■ YOUR GOAL ■
Transcribe the records that follow in their entirety, omitting any pictures.

Records excerpted from a collection:
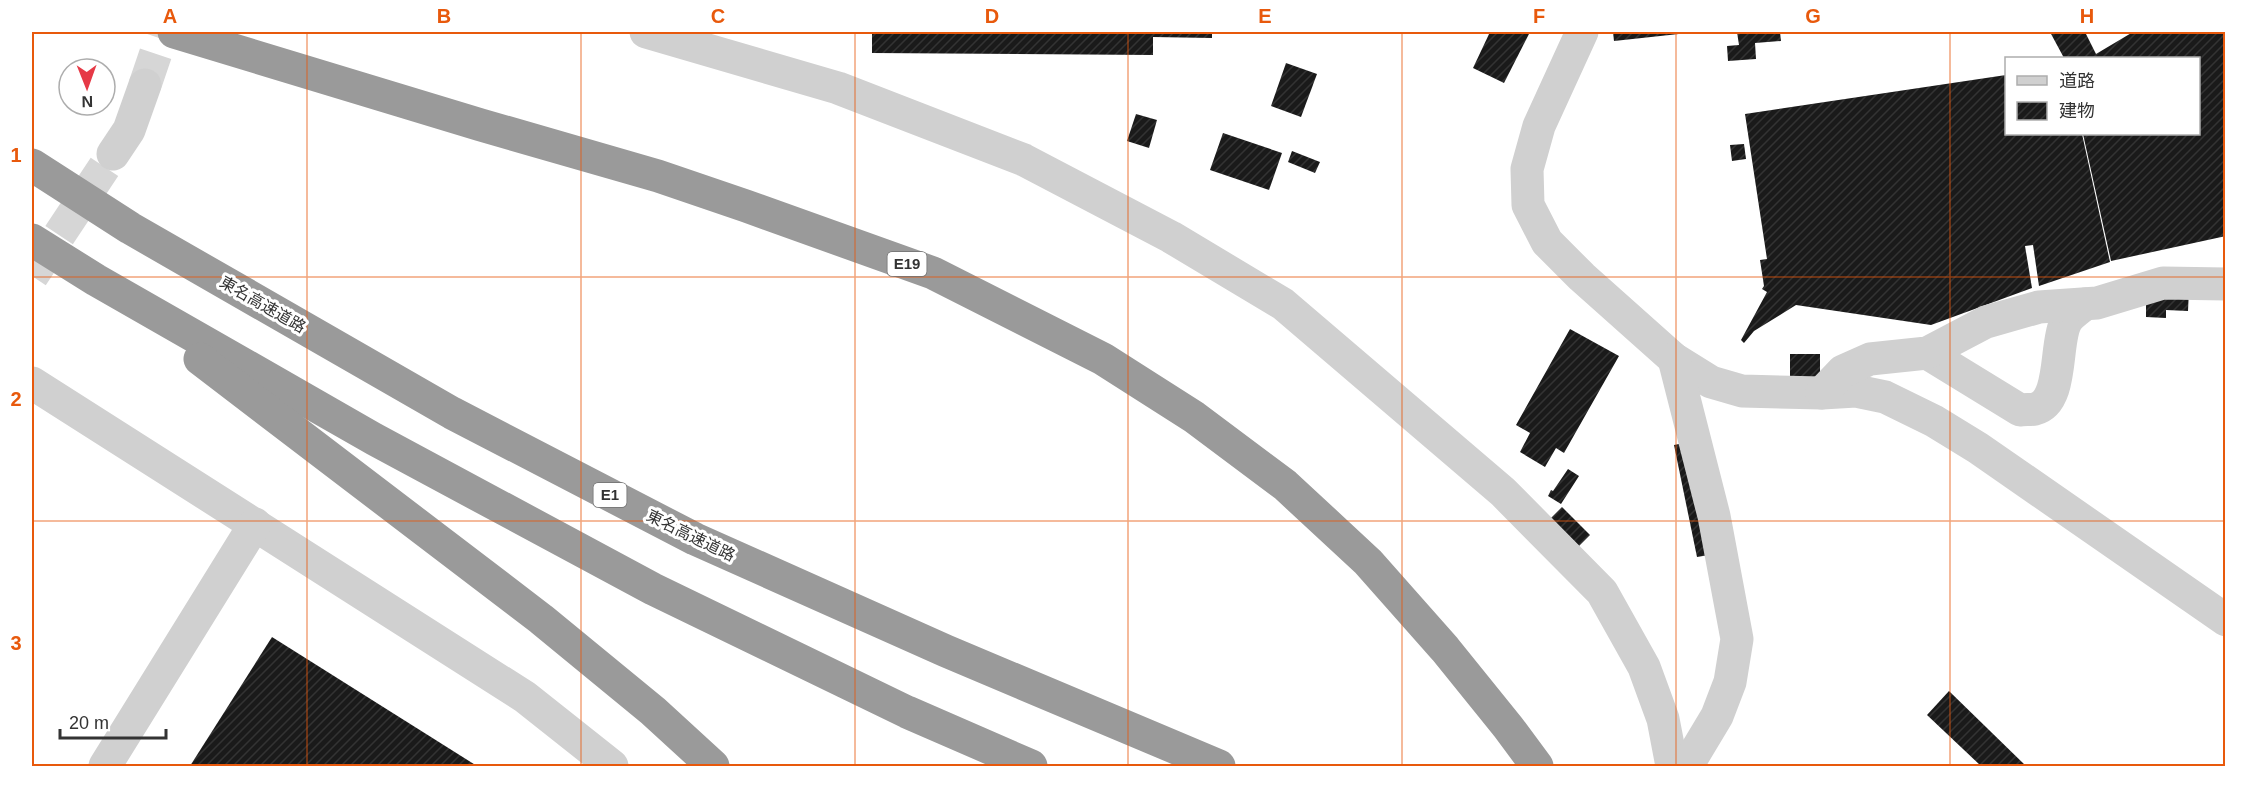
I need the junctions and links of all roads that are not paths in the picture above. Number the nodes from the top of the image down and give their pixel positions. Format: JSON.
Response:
{"nodes":[{"id":1,"x":174,"y":32,"type":"edge"},
{"id":2,"x":646,"y":32,"type":"edge"},
{"id":3,"x":1582,"y":32,"type":"edge"},
{"id":4,"x":145,"y":85,"type":"tunnel mouth"},
{"id":5,"x":112,"y":154,"type":"tunnel mouth"},
{"id":6,"x":32,"y":165,"type":"edge"},
{"id":7,"x":32,"y":240,"type":"edge"},
{"id":8,"x":96,"y":279,"type":"junction"},
{"id":9,"x":2226,"y":284,"type":"edge"},
{"id":10,"x":2085,"y":304,"type":"junction"},
{"id":11,"x":1927,"y":353,"type":"junction"},
{"id":12,"x":1674,"y":359,"type":"junction"},
{"id":13,"x":32,"y":383,"type":"edge"},
{"id":14,"x":1822,"y":393,"type":"junction"},
{"id":15,"x":255,"y":524,"type":"junction"},
{"id":16,"x":2226,"y":620,"type":"edge"},
{"id":17,"x":105,"y":766,"type":"edge"},
{"id":18,"x":612,"y":766,"type":"edge"},
{"id":19,"x":713,"y":766,"type":"edge"},
{"id":20,"x":1031,"y":766,"type":"edge"},
{"id":21,"x":1219,"y":766,"type":"edge"},
{"id":22,"x":1536,"y":766,"type":"edge"},
{"id":23,"x":1672,"y":766,"type":"edge"},
{"id":24,"x":1687,"y":766,"type":"edge"}],
"edges":[{"from":1,"to":22,"type":"highway","number":"E19"},
{"from":2,"to":23,"type":"street"},
{"from":3,"to":12,"type":"street"},
{"from":4,"to":5,"type":"street"},
{"from":6,"to":21,"type":"highway","name":"東名高速道路","number":"E1"},
{"from":7,"to":8,"type":"highway"},
{"from":8,"to":19,"type":"highway"},
{"from":8,"to":20,"type":"highway"},
{"from":9,"to":10,"type":"street"},
{"from":10,"to":11,"type":"street"},
{"from":10,"to":11,"type":"street"},
{"from":11,"to":14,"type":"street"},
{"from":12,"to":14,"type":"street"},
{"from":12,"to":24,"type":"street"},
{"from":13,"to":15,"type":"street"},
{"from":14,"to":16,"type":"street"},
{"from":15,"to":17,"type":"street"},
{"from":15,"to":18,"type":"street"}]}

■ YOUR SOLUTION ■
I need the junctions and links of all roads that are not paths in the picture above. Number the nodes from the top of the image down and give their pixel positions. Format: JSON.
Response:
{"nodes":[{"id":1,"x":174,"y":32,"type":"edge"},
{"id":2,"x":646,"y":32,"type":"edge"},
{"id":3,"x":1582,"y":32,"type":"edge"},
{"id":4,"x":145,"y":85,"type":"tunnel mouth"},
{"id":5,"x":112,"y":154,"type":"tunnel mouth"},
{"id":6,"x":32,"y":165,"type":"edge"},
{"id":7,"x":32,"y":240,"type":"edge"},
{"id":8,"x":96,"y":279,"type":"junction"},
{"id":9,"x":2226,"y":284,"type":"edge"},
{"id":10,"x":2085,"y":304,"type":"junction"},
{"id":11,"x":1927,"y":353,"type":"junction"},
{"id":12,"x":1674,"y":359,"type":"junction"},
{"id":13,"x":32,"y":383,"type":"edge"},
{"id":14,"x":1822,"y":393,"type":"junction"},
{"id":15,"x":255,"y":524,"type":"junction"},
{"id":16,"x":2226,"y":620,"type":"edge"},
{"id":17,"x":105,"y":766,"type":"edge"},
{"id":18,"x":612,"y":766,"type":"edge"},
{"id":19,"x":713,"y":766,"type":"edge"},
{"id":20,"x":1031,"y":766,"type":"edge"},
{"id":21,"x":1219,"y":766,"type":"edge"},
{"id":22,"x":1536,"y":766,"type":"edge"},
{"id":23,"x":1672,"y":766,"type":"edge"},
{"id":24,"x":1687,"y":766,"type":"edge"}],
"edges":[{"from":1,"to":22,"type":"highway","number":"E19"},
{"from":2,"to":23,"type":"street"},
{"from":3,"to":12,"type":"street"},
{"from":4,"to":5,"type":"street"},
{"from":6,"to":21,"type":"highway","name":"東名高速道路","number":"E1"},
{"from":7,"to":8,"type":"highway"},
{"from":8,"to":19,"type":"highway"},
{"from":8,"to":20,"type":"highway"},
{"from":9,"to":10,"type":"street"},
{"from":10,"to":11,"type":"street"},
{"from":10,"to":11,"type":"street"},
{"from":11,"to":14,"type":"street"},
{"from":12,"to":14,"type":"street"},
{"from":12,"to":24,"type":"street"},
{"from":13,"to":15,"type":"street"},
{"from":14,"to":16,"type":"street"},
{"from":15,"to":17,"type":"street"},
{"from":15,"to":18,"type":"street"}]}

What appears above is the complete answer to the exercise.